Excerpts from a dataset
——

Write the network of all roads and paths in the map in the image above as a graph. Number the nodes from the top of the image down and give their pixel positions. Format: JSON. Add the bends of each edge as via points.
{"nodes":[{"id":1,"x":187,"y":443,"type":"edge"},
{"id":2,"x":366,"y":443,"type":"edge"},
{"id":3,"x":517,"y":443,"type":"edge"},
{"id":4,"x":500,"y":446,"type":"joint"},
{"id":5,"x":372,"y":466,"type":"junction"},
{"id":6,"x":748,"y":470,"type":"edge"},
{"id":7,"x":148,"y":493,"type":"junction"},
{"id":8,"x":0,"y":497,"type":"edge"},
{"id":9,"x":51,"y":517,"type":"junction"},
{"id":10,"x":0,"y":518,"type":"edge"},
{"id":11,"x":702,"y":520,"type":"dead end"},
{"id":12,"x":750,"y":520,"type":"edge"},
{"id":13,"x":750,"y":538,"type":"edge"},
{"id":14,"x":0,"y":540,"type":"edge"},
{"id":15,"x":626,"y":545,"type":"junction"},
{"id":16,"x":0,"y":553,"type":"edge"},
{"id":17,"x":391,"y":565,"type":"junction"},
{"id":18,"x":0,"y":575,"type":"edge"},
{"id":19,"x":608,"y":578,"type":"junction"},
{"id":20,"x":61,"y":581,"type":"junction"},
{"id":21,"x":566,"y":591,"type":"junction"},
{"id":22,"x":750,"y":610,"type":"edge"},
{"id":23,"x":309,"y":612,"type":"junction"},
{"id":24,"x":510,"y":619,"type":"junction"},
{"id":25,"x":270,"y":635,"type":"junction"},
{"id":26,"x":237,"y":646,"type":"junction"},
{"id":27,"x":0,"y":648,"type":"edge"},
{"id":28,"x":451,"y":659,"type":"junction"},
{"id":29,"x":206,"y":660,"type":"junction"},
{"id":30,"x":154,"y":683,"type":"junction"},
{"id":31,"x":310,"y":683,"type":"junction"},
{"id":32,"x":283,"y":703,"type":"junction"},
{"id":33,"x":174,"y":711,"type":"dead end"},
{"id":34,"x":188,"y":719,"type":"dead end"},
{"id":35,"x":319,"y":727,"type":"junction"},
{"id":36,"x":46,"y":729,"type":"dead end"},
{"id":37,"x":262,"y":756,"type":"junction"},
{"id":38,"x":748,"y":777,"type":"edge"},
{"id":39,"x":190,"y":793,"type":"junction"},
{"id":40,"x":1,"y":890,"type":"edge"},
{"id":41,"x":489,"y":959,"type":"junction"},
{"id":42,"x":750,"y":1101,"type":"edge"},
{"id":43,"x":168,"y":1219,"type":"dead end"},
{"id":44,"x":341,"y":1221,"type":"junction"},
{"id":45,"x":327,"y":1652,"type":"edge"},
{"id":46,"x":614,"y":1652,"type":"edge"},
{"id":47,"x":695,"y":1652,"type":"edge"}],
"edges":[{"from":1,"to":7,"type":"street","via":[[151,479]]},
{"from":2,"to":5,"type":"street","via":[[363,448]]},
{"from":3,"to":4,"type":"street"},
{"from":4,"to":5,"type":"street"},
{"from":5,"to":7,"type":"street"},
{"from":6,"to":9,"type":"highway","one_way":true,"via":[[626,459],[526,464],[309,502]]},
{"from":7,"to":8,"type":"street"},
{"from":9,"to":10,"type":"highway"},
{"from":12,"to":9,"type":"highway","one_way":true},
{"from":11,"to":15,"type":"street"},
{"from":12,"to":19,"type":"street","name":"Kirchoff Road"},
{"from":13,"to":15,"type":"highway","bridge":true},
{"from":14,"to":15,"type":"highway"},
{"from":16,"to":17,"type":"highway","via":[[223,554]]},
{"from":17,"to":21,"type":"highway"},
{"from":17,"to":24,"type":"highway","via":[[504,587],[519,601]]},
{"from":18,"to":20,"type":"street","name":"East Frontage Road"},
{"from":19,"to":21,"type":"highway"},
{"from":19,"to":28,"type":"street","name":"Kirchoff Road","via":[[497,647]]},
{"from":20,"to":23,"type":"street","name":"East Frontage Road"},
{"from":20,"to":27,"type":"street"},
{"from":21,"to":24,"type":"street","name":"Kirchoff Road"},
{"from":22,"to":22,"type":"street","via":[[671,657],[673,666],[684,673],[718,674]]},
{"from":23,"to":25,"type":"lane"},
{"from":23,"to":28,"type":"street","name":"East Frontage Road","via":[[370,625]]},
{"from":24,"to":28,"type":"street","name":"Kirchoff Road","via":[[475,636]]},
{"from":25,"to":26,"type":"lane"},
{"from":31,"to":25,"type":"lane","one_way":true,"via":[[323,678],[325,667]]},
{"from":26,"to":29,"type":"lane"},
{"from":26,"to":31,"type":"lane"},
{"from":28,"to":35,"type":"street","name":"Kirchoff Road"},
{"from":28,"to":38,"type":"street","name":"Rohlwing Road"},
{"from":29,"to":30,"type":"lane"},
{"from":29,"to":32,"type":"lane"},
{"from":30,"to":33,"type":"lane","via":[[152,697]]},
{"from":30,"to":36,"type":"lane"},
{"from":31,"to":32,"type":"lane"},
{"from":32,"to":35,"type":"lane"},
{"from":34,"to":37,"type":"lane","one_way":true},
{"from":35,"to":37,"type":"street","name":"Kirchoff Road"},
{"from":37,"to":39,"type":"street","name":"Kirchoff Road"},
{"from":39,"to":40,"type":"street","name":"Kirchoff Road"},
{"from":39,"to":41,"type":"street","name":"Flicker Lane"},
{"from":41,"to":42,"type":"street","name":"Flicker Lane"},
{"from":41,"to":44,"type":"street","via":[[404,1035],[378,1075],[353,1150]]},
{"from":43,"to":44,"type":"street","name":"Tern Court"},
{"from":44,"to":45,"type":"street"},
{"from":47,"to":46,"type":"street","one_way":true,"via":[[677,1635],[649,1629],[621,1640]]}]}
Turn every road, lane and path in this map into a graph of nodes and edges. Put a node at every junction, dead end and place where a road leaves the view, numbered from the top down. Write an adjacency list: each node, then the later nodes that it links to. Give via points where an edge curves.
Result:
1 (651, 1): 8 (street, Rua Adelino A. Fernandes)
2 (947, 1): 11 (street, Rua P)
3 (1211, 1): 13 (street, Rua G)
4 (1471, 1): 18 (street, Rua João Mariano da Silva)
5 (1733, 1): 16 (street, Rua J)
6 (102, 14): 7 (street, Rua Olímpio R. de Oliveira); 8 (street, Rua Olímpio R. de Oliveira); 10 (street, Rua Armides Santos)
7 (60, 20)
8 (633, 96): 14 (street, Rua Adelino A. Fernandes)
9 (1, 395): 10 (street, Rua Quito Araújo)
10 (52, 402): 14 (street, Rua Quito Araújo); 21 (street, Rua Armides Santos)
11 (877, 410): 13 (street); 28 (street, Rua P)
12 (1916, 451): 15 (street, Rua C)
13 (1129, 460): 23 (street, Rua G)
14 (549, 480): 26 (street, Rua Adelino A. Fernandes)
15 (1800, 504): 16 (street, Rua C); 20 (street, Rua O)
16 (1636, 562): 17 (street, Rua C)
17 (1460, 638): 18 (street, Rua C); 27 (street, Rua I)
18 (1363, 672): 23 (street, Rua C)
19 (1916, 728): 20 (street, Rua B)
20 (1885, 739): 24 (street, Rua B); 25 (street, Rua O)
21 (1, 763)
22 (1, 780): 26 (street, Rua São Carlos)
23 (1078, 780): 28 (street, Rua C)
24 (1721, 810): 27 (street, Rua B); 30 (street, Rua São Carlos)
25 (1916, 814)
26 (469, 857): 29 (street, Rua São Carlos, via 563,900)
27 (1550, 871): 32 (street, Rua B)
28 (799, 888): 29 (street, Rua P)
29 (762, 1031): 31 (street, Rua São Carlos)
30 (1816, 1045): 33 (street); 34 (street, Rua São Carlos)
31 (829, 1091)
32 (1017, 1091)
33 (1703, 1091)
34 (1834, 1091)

——

» **Instructions to follow**:
In the entries above, find each line that includes the string "Carlos" and copy it.

» **Solution for this problem**:
22 (1, 780): 26 (street, Rua São Carlos)
24 (1721, 810): 27 (street, Rua B); 30 (street, Rua São Carlos)
26 (469, 857): 29 (street, Rua São Carlos, via 563,900)
29 (762, 1031): 31 (street, Rua São Carlos)
30 (1816, 1045): 33 (street); 34 (street, Rua São Carlos)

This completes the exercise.